Em 1991, um ano depois de estar em campo, no vilarejo de Kella, a antropóloga norte-americana Daphne Berdahl observou que várias mulheres do local começaram a se reunir para pintar tecidos juntas. Essa observação não era banal. Para além de ser um modo de se manterem ocupadas, tais mulheres estavam tentando renovar uma comunidade que se perdeu quando a fábrica na qual elas trabalhavam foi fechada. A autora logo viu que deveria haver um sentido nessa produção coletiva; com isso, viu também que elas estavam re-criando uma memória do socialismo e, ainda, um modo de se distinguir das mulheres da Alemanha Ocidental.
Todavia, para mostrarmos a importância desses encontros aparentemente comuns, é preciso antes dizer onde está Kella, bem como os temas e propósitos do livro de Berdahl.
Era em Kella que se localizava a separação entre a Alemanha Oriental e a Ocidental. Ali estava a fronteira que dividia o Leste do Oeste, o capitalismo do socialismo, e a própria Kella de um mero contato com o resto do mundo. Com a construção do “Muro de Berlim”, Kella acabou se tornando, para seus moradores, “o lugar onde o mundo terminava”: apenas uma única rodovia ligava a vila ao restante da Alemanha Oriental e seus seiscentos habitantes precisavam de licença para sair e para entrar na cidade. Duzentos anos antes, essa mesma linha fronteiriça delineava não somente o Leste do Oeste, mas também Prússia e Hesse, Thuringia e Hesse, Católicos e Protestantes. Kella era, assim, uma vila de muitas fronteiras, de fronteiras literais e metafóricas, todas elas faziam parte de uma narrativa de identificação local. Kella era também um lugar para construir e articular identidades e distinções, bem como, uma zona de interstício cultural. Por causa de sua história de fronteira, o Estado em Kella era uma presença constante e visível; algo que, no dia-a-dia, as pessoas tinham que interpretar, sobretudo porque fronteiras geram estórias, lendas, eventos e incidentes; são contestadas e negociadas de formas específicas, tanto pelos indivíduos quanto pelo Estado.

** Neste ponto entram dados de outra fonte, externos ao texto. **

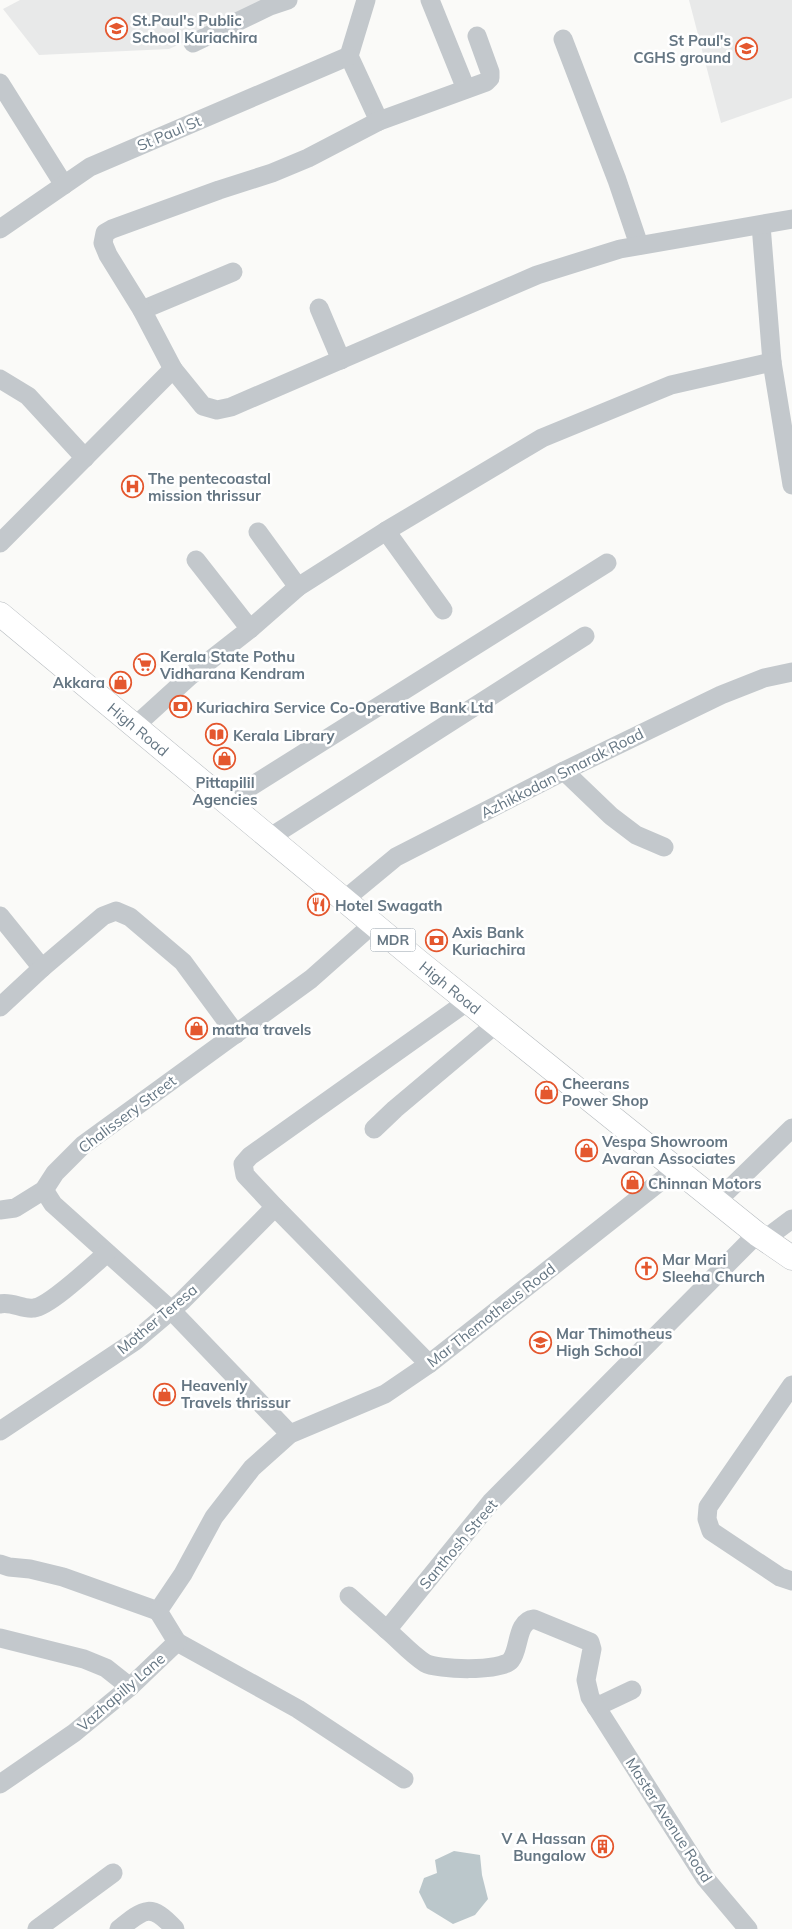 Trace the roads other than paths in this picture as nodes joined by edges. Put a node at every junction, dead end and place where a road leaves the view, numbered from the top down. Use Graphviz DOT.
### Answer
graph roads {
  1 [pos="288,0"];
  2 [pos="366,0"];
  3 [pos="430,0"];
  4 [pos="477,36"];
  5 [pos="563,39"];
  6 [pos="193,43"];
  7 [pos="349,56"];
  8 [pos="0,83"];
  9 [pos="466,89"];
  10 [pos="379,121"];
  11 [pos="64,185"];
  12 [pos="792,220"];
  13 [pos="761,225"];
  14 [pos="0,229"];
  15 [pos="639,245"];
  16 [pos="233,272"];
  17 [pos="319,308"];
  18 [pos="142,310"];
  19 [pos="341,360"];
  20 [pos="772,362"];
  21 [pos="173,369"];
  22 [pos="0,379"];
  23 [pos="84,458"];
  24 [pos="792,485"];
  25 [pos="386,531"];
  26 [pos="258,532"];
  27 [pos="0,543"];
  28 [pos="196,560"];
  29 [pos="607,563"];
  30 [pos="298,586"];
  31 [pos="443,610"];
  32 [pos="0,614"];
  33 [pos="250,629"];
  34 [pos="584,636"];
  35 [pos="792,672"];
  36 [pos="135,726"];
  37 [pos="564,771"];
  38 [pos="226,802"];
  39 [pos="269,838"];
  40 [pos="664,847"];
  41 [pos="344,900"];
  42 [pos="0,916"];
  43 [pos="373,924"];
  44 [pos="42,968"];
  45 [pos="468,1001"];
  46 [pos="0,1007"];
  47 [pos="496,1024"];
  48 [pos="236,1034"];
  49 [pos="792,1128"];
  50 [pos="374,1129"];
  51 [pos="676,1170"];
  52 [pos="44,1190"];
  53 [pos="716,1202"];
  54 [pos="274,1207"];
  55 [pos="0,1210"];
  56 [pos="792,1218"];
  57 [pos="761,1237"];
  58 [pos="107,1253"];
  59 [pos="792,1258"];
  60 [pos="0,1304"];
  61 [pos="171,1310"];
  62 [pos="429,1364"];
  63 [pos="792,1385"];
  64 [pos="0,1431"];
  65 [pos="290,1434"];
  66 [pos="0,1564"];
  67 [pos="792,1581"];
  68 [pos="349,1596"];
  69 [pos="158,1611"];
  70 [pos="387,1630"];
  71 [pos="0,1638"];
  72 [pos="177,1642"];
  73 [pos="130,1687"];
  74 [pos="632,1690"];
  75 [pos="596,1707"];
  76 [pos="404,1779"];
  77 [pos="0,1784"];
  78 [pos="113,1873"];
  79 [pos="37,1929"];
  80 [pos="119,1929"];
  81 [pos="175,1929"];
  82 [pos="748,1929"];
  1 -- 6 [label="street"];
  2 -- 7 [label="street"];
  3 -- 9 [label="street"];
  4 -- 9 [label="street"];
  5 -- 15 [label="street"];
  7 -- 10 [label="street"];
  7 -- 11 [label="street, St Paul St"];
  8 -- 11 [label="street"];
  9 -- 10 [label="street"];
  10 -- 18 [label="street"];
  11 -- 14 [label="street, St Paul St"];
  12 -- 13 [label="street"];
  13 -- 15 [label="street"];
  13 -- 20 [label="street"];
  15 -- 19 [label="street"];
  16 -- 18 [label="street"];
  17 -- 19 [label="street"];
  18 -- 21 [label="street"];
  19 -- 21 [label="street"];
  20 -- 24 [label="street"];
  20 -- 25 [label="street"];
  21 -- 23 [label="street"];
  22 -- 23 [label="street"];
  23 -- 27 [label="street"];
  25 -- 30 [label="street"];
  25 -- 31 [label="street"];
  26 -- 30 [label="street"];
  28 -- 33 [label="street"];
  29 -- 38 [label="street"];
  30 -- 33 [label="street"];
  32 -- 36 [label="main road, High Road / MDR"];
  33 -- 36 [label="street"];
  34 -- 39 [label="street"];
  35 -- 37 [label="street, Azhikkodan Smarak Road"];
  36 -- 38 [label="main road, High Road / MDR"];
  37 -- 40 [label="street"];
  37 -- 41 [label="street, Azhikkodan Smarak Road"];
  38 -- 39 [label="main road, High Road / MDR"];
  39 -- 41 [label="main road, High Road / MDR"];
  41 -- 43 [label="main road, High Road / MDR"];
  42 -- 44 [label="street"];
  43 -- 45 [label="main road, High Road / MDR"];
  43 -- 48 [label="street, Chalissery Street"];
  44 -- 46 [label="street"];
  44 -- 48 [label="street"];
  45 -- 47 [label="main road, High Road / MDR"];
  45 -- 54 [label="street"];
  47 -- 50 [label="street"];
  47 -- 51 [label="main road, High Road / MDR"];
  48 -- 52 [label="street, Chalissery Street"];
  49 -- 53 [label="street"];
  51 -- 53 [label="main road, High Road / MDR"];
  51 -- 62 [label="street, Mar Themotheus Road"];
  52 -- 55 [label="street"];
  52 -- 58 [label="street"];
  53 -- 57 [label="main road, High Road / MDR"];
  54 -- 61 [label="street, Mother Teresa"];
  54 -- 62 [label="street"];
  56 -- 57 [label="street, Santhosh Street"];
  57 -- 59 [label="main road, High Road / MDR"];
  57 -- 70 [label="street, Santhosh Street"];
  58 -- 60 [label="street"];
  58 -- 61 [label="street"];
  61 -- 64 [label="street, Mother Teresa"];
  61 -- 65 [label="street"];
  62 -- 65 [label="street, Mar Themotheus Road"];
  63 -- 67 [label="street"];
  65 -- 69 [label="street"];
  66 -- 69 [label="street"];
  68 -- 70 [label="street"];
  69 -- 72 [label="street, Vazhapilly Lane"];
  70 -- 75 [label="street"];
  71 -- 73 [label="street"];
  72 -- 73 [label="street, Vazhapilly Lane"];
  72 -- 76 [label="street"];
  73 -- 77 [label="street, Vazhapilly Lane"];
  74 -- 75 [label="street"];
  75 -- 82 [label="street, Master Avenue Road"];
  78 -- 79 [label="street"];
  80 -- 81 [label="street"];
}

Fruto de um trabalho de campo de dois anos (1990-1992) em um lugar tão sui generis, o texto de Berdahl é tanto um relato etnográfico da reunificação da Alemanha, quanto uma tentativa de entender a condição paradoxal da fronteira – que é, a um só tempo, a metáfora que organiza o livro e o seu objeto de estudo. Desse modo, Where the world ended é um livro sobre fronteiras, limites e todos os espaços entre eles. Numa afirmativa apressada,
é sobre como limites geográficos podem ser investidos com significados culturais, para além das intenções políticas, e sobre como seu desmantelamento pode tanto desestabilizar quanto gerar novas práticas e identidades culturais (1).

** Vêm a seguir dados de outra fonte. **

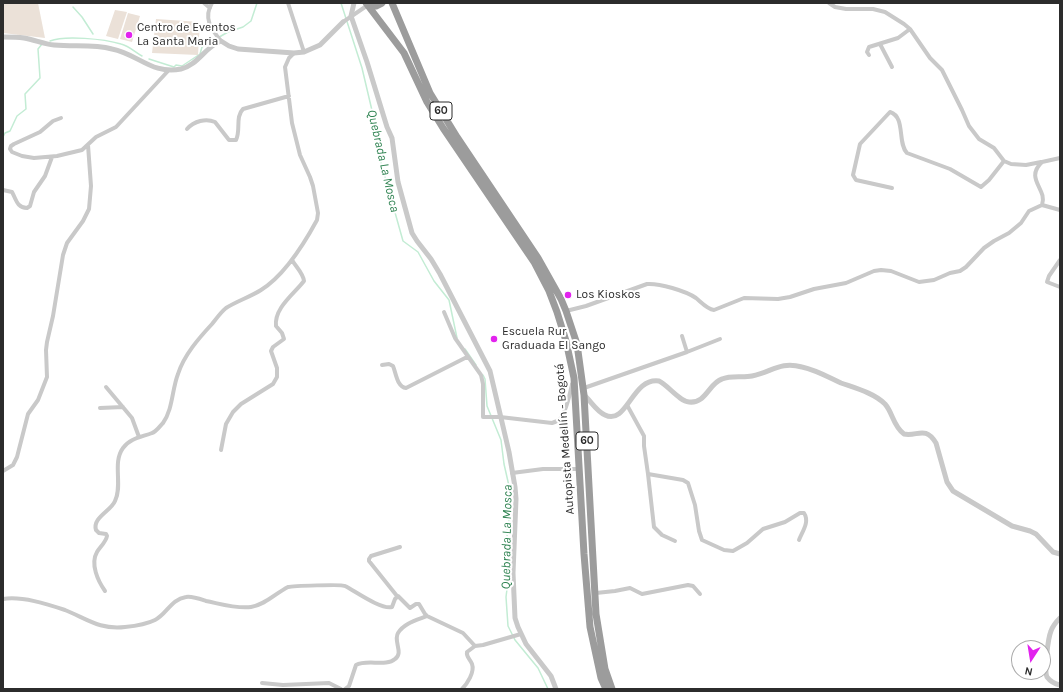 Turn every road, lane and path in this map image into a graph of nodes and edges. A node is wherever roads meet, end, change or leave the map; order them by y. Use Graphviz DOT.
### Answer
graph roads {
  1 [pos="204,3"];
  2 [pos="212,3"];
  3 [pos="288,3"];
  4 [pos="354,3"];
  5 [pos="382,3"];
  6 [pos="392,3"];
  7 [pos="829,3"];
  8 [pos="368,4"];
  9 [pos="210,8"];
  10 [pos="347,19"];
  11 [pos="910,29"];
  12 [pos="3,37"];
  13 [pos="220,41"];
  14 [pos="880,44"];
  15 [pos="304,52"];
  16 [pos="294,53"];
  17 [pos="869,55"];
  18 [pos="892,67"];
  19 [pos="168,71"];
  20 [pos="288,96"];
  21 [pos="61,118"];
  22 [pos="187,129"];
  23 [pos="88,145"];
  24 [pos="52,157"];
  25 [pos="1060,158"];
  26 [pos="1004,161"];
  27 [pos="1042,162"];
  28 [pos="892,188"];
  29 [pos="3,190"];
  30 [pos="1042,205"];
  31 [pos="1060,205"];
  32 [pos="1053,207"];
  33 [pos="1060,210"];
  34 [pos="292,260"];
  35 [pos="1060,260"];
  36 [pos="1060,287"];
  37 [pos="566,311"];
  38 [pos="444,312"];
  39 [pos="682,336"];
  40 [pos="720,340"];
  41 [pos="687,352"];
  42 [pos="467,357"];
  43 [pos="382,365"];
  44 [pos="574,378"];
  45 [pos="106,388"];
  46 [pos="584,392"];
  47 [pos="627,405"];
  48 [pos="123,407"];
  49 [pos="100,408"];
  50 [pos="500,417"];
  51 [pos="139,436"];
  52 [pos="221,450"];
  53 [pos="579,469"];
  54 [pos="3,471"];
  55 [pos="512,473"];
  56 [pos="648,474"];
  57 [pos="675,540"];
  58 [pos="798,540"];
  59 [pos="400,547"];
  60 [pos="1060,554"];
  61 [pos="105,591"];
  62 [pos="596,593"];
  63 [pos="700,594"];
  64 [pos="397,596"];
  65 [pos="3,598"];
  66 [pos="427,616"];
  67 [pos="1060,618"];
  68 [pos="518,635"];
  69 [pos="475,646"];
  70 [pos="262,682"];
  71 [pos="1060,685"];
  72 [pos="341,689"];
  73 [pos="346,689"];
  74 [pos="462,689"];
  75 [pos="556,689"];
  76 [pos="606,689"];
  77 [pos="612,689"];
  1 -- 9 [label="street"];
  2 -- 9 [label="street"];
  3 -- 15 [label="street"];
  4 -- 10 [label="street"];
  5 -- 8 [label="highway"];
  6 -- 37 [label="highway, Autopista Medellín - Bogotá / 60"];
  7 -- 11 [label="street"];
  8 -- 10 [label="street"];
  8 -- 44 [label="highway, Autopista Medellín - Bogotá / 60"];
  9 -- 13 [label="street"];
  10 -- 15 [label="street"];
  10 -- 50 [label="street"];
  11 -- 14 [label="street"];
  11 -- 26 [label="street"];
  12 -- 19 [label="street"];
  13 -- 16 [label="street"];
  13 -- 19 [label="street"];
  14 -- 17 [label="street"];
  14 -- 18 [label="street"];
  15 -- 16 [label="street"];
  16 -- 20 [label="street"];
  19 -- 23 [label="street"];
  20 -- 22 [label="street"];
  20 -- 34 [label="street"];
  21 -- 24 [label="street"];
  23 -- 24 [label="street"];
  23 -- 54 [label="street"];
  24 -- 29 [label="street"];
  25 -- 27 [label="street"];
  26 -- 27 [label="street"];
  26 -- 28 [label="street"];
  27 -- 30 [label="street"];
  30 -- 32 [label="street"];
  30 -- 37 [label="street"];
  31 -- 32 [label="street"];
  32 -- 33 [label="street"];
  34 -- 51 [label="street"];
  34 -- 52 [label="street"];
  35 -- 36 [label="street"];
  37 -- 46 [label="highway, Autopista Medellín - Bogotá / 60"];
  38 -- 42 [label="street"];
  39 -- 41 [label="street"];
  40 -- 41 [label="street"];
  41 -- 46 [label="street"];
  42 -- 43 [label="street"];
  42 -- 50 [label="street"];
  44 -- 50 [label="street"];
  44 -- 53 [label="highway, Autopista Medellín - Bogotá / 60"];
  45 -- 48 [label="street"];
  46 -- 47 [label="street"];
  46 -- 62 [label="highway, Autopista Medellín - Bogotá / 60"];
  47 -- 56 [label="street"];
  47 -- 60 [label="street"];
  48 -- 49 [label="street"];
  48 -- 51 [label="street"];
  50 -- 55 [label="street"];
  51 -- 61 [label="street"];
  53 -- 55 [label="street"];
  53 -- 76 [label="highway, Autopista Medellín - Bogotá / 60"];
  55 -- 68 [label="street"];
  56 -- 57 [label="street"];
  56 -- 58 [label="street"];
  59 -- 64 [label="street"];
  62 -- 63 [label="street"];
  62 -- 77 [label="highway, Autopista Medellín - Bogotá / 60"];
  64 -- 65 [label="street"];
  64 -- 66 [label="street"];
  66 -- 69 [label="street"];
  66 -- 73 [label="street"];
  67 -- 71 [label="street"];
  68 -- 69 [label="street"];
  68 -- 75 [label="street"];
  69 -- 74 [label="street"];
  70 -- 72 [label="street"];
}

Decorre dessa afirmativa que a principal questão perseguida é o que acontece ao sentido de identidade e personalidade das pessoas quando elas passam por um colapso no sistema político e econômico e, ainda, como as pessoas negociam e manipulam uma condição liminar criada pelo desaparecimento de um significativo quadro de referência. Mas o livro é mais que isso: Berdhal busca discutir essa problemática à luz de vários aspectos da vida social, entre eles identidade nacional, memória, gênero, religião e consumo. E é melhor ainda porque ela não vê tais aspectos como categorias separadas, mas como sendo eles também “zonas de fronteiras sobrepostas e frequentemente interdependentes, que cruzam a vida cotidiana das pessoas” (19). Tomados juntos, tais aspectos não somente ilustram continuidades importantes entre socialismos e pós-socialismos, mas também iluminam os múltiplos modos nos quais o Estado-Nação tenta implantar a si mesmo no dia-a-dia dos indivíduos.
Embora dedique parte do livro a uma história local (e do local), este ganha em descrições e análises quando ela relata as transformações materiais e simbólicas – algumas dramáticas, outras divertidas – que marcaram a vida dos habitantes de Kella com a queda do Muro. Junto com os novos significados do consumo (em que tudo o que era do Oeste passou a ser considerado melhor simplesmente porque não era do Leste), práticas de identidade e construção de alteridade começam a aparecer de ambos os lados da fronteira. Taxonomias de classificação e de identificação de quem é “Ossi” e de quem é “Wessi” se tornam parte do cotidiano. Para além de identificar, respectivamente, os alemães oriundos do Leste e os oriundos do Oeste, essa classificação carrega uma hierarquia e “Ossi” passa a ser um atributo pejorativo.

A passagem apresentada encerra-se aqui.